En el muy litigioso mercado norteamericano, los inversores minoristas en una SPAC no pueden – por ahora – demandar si sufren pérdidas porque las previsiones de ingresos y beneficios fueran injustificadamente optimistas. Porque en el folleto de salida a bolsa de la SPAC no se dice nada de eso. Esas proyecciones se incluyen en el proyecto de fusión y no se ven afectadas por las normas sobre responsabilidad por folleto.

En EE.UU., las Spacs se aprovechan de lo que los críticos consideran un "arbitraje reglamentario" para ofrecer proyecciones financieras que las empresas que lanzan OPV o OPS normalmente evitarían. Dado que las transacciones de-SPAC se califican como fusiones… pueden incluir en el proyecto de fusión afirmaciones sobre futuros ingresos y beneficios sin riesgo de ser demandados en virtud de una exención contenida en la Ley de Reforma de Litigios sobre Valores Privados de 1995.

Y es que las targets de una SPAC no son, como ocurre en una OPV, empresas que tengan un recorrido tras de si.
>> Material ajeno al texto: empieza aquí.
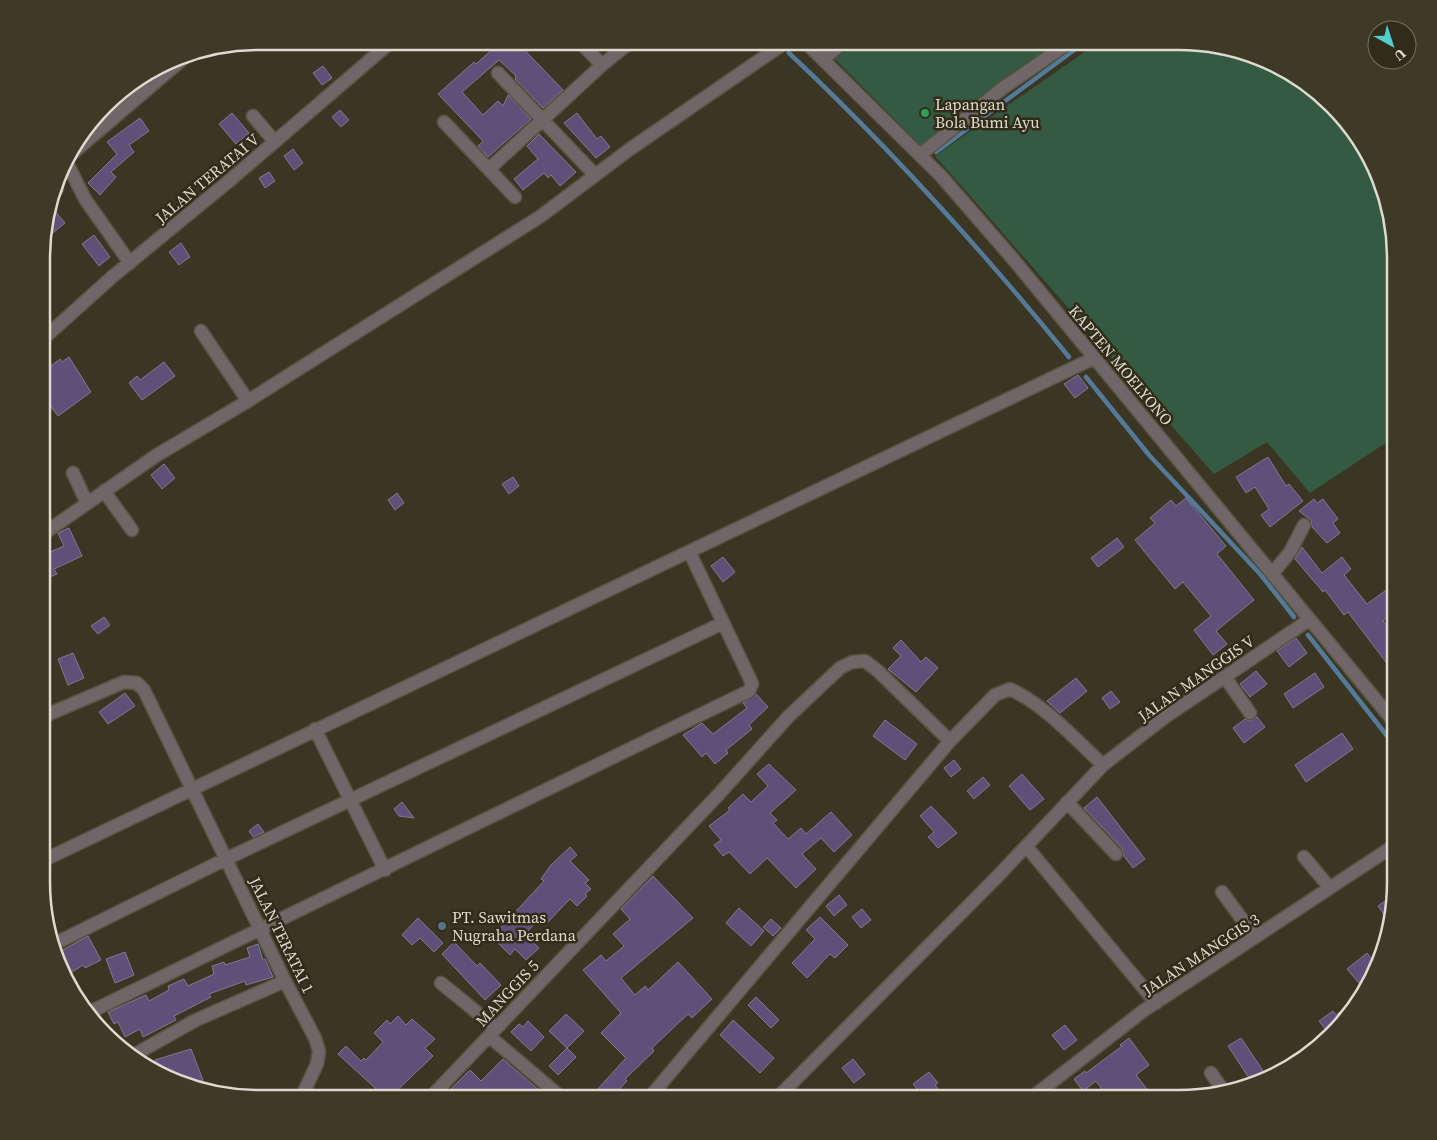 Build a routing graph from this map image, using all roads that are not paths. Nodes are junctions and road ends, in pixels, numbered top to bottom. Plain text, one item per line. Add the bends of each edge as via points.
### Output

A menudo son empresas que todavía no han generado ingresos en cantidades importantes o si lo han hecho, todavía no han generado beneficios. Tradicionalmente, estas empresas se financiaban por “capital riesgo” (venture capital) y, en las sucesivas rondas de financiación podían entrar los inversores institucionales para finalizar su recorrido en la bolsa una vez que la facturación y los beneficios habían demostrado cierta estabilidad. Las SPACs ponen del revés el proceso al introducir a los inversores minoristas al principio del proceso.
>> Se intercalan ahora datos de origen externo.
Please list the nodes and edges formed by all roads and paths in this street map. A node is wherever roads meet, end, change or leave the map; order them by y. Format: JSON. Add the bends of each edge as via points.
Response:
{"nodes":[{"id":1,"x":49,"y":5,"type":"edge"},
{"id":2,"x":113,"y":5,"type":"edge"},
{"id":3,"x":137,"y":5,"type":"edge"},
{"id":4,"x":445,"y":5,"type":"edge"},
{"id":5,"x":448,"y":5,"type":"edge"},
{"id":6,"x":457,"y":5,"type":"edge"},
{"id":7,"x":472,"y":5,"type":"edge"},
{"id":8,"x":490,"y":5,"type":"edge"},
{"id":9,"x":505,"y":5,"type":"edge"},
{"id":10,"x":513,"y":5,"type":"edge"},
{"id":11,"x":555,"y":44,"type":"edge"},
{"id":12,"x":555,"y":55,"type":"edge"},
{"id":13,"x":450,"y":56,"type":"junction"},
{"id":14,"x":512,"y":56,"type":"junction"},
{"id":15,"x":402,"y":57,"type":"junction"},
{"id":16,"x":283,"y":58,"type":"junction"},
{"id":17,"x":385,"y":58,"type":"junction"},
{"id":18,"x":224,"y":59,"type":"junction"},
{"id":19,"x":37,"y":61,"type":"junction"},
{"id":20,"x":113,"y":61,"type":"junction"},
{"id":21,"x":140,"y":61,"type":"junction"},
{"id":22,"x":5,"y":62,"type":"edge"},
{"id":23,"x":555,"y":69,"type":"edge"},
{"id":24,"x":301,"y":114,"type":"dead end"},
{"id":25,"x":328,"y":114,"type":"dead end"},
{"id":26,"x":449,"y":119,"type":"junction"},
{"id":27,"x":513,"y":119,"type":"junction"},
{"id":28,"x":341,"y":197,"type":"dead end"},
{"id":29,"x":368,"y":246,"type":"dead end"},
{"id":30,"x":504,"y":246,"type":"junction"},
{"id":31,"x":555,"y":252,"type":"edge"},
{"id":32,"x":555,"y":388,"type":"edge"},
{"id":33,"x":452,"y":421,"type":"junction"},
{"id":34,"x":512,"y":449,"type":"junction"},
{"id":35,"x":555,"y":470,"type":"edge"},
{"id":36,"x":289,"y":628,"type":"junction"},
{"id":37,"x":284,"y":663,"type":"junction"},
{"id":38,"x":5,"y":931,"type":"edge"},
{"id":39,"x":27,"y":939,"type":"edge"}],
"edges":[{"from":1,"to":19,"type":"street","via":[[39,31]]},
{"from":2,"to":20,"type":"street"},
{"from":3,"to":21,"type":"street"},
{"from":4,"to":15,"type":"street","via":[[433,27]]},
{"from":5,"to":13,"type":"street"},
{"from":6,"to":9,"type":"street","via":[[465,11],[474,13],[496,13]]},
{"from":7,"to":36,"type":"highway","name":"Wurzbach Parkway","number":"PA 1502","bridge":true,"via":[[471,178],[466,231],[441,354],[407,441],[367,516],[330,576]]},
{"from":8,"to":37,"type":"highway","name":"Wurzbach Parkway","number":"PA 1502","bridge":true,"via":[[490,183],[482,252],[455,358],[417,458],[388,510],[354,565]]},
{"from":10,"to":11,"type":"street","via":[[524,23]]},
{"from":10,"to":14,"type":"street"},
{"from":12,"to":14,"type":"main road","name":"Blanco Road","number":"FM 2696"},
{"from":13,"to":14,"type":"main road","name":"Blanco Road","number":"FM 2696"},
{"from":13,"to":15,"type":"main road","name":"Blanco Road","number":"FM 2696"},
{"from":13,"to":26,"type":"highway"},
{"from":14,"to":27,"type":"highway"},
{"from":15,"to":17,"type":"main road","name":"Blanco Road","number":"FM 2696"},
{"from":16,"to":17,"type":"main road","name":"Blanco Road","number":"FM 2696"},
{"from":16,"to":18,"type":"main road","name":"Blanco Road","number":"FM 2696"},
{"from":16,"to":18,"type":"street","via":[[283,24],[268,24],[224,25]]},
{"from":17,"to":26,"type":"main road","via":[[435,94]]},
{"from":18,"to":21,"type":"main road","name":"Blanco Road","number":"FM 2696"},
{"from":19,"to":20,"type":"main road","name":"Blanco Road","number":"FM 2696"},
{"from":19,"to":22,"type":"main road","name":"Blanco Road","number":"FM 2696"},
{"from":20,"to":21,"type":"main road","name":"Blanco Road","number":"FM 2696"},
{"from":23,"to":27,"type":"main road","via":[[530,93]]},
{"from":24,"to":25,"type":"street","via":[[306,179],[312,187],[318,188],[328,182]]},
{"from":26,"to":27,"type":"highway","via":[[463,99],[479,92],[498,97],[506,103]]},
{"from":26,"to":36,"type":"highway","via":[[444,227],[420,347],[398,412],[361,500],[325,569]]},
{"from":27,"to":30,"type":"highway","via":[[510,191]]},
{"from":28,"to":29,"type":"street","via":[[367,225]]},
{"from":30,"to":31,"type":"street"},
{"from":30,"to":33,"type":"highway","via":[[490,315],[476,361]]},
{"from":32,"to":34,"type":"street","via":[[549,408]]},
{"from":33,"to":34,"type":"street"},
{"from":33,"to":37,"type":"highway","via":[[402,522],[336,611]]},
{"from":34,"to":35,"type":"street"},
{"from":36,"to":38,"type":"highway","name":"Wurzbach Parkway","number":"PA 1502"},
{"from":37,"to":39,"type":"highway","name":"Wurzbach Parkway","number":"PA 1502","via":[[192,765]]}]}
En particular, la aparición de los inversores institucionales que aportan los fondos suplementarios necesarios para que la SPAC pueda adquirir una porción significativa de la compañía objetivo genera la posibilidad de conflictos de interés. Es lo mismo que ocurre, en el caso de una OPV – recuérdese la salida a bolsa de Bankia –: los inversores institucionales tienen mejores incentivos y más información para decidir si invierten y, sobre todo, para no “sobrepagar” por la target. En la SPAC, sin embargo, los accionistas dispersos – los inversores minoristas en una OPV – son los que ponen el dinero en primer lugar. Los inversores institucionales – formando un “PIPE” – lo hacen después. En principio no hay problema porque los inversores minoristas disfrutan de un derecho de separación que les permite recuperar su inversión si no están de acuerdo con la estrategia de los “sponsors”, esto es, los que han sacado a bolsa la SPAC y deciden sobre la target. Para atraer a inversores institucionales que acepten una determinada valoración de la target, los sponsors pueden verse tentados de ofrecerles condiciones especiales o proporcionarles información no pública.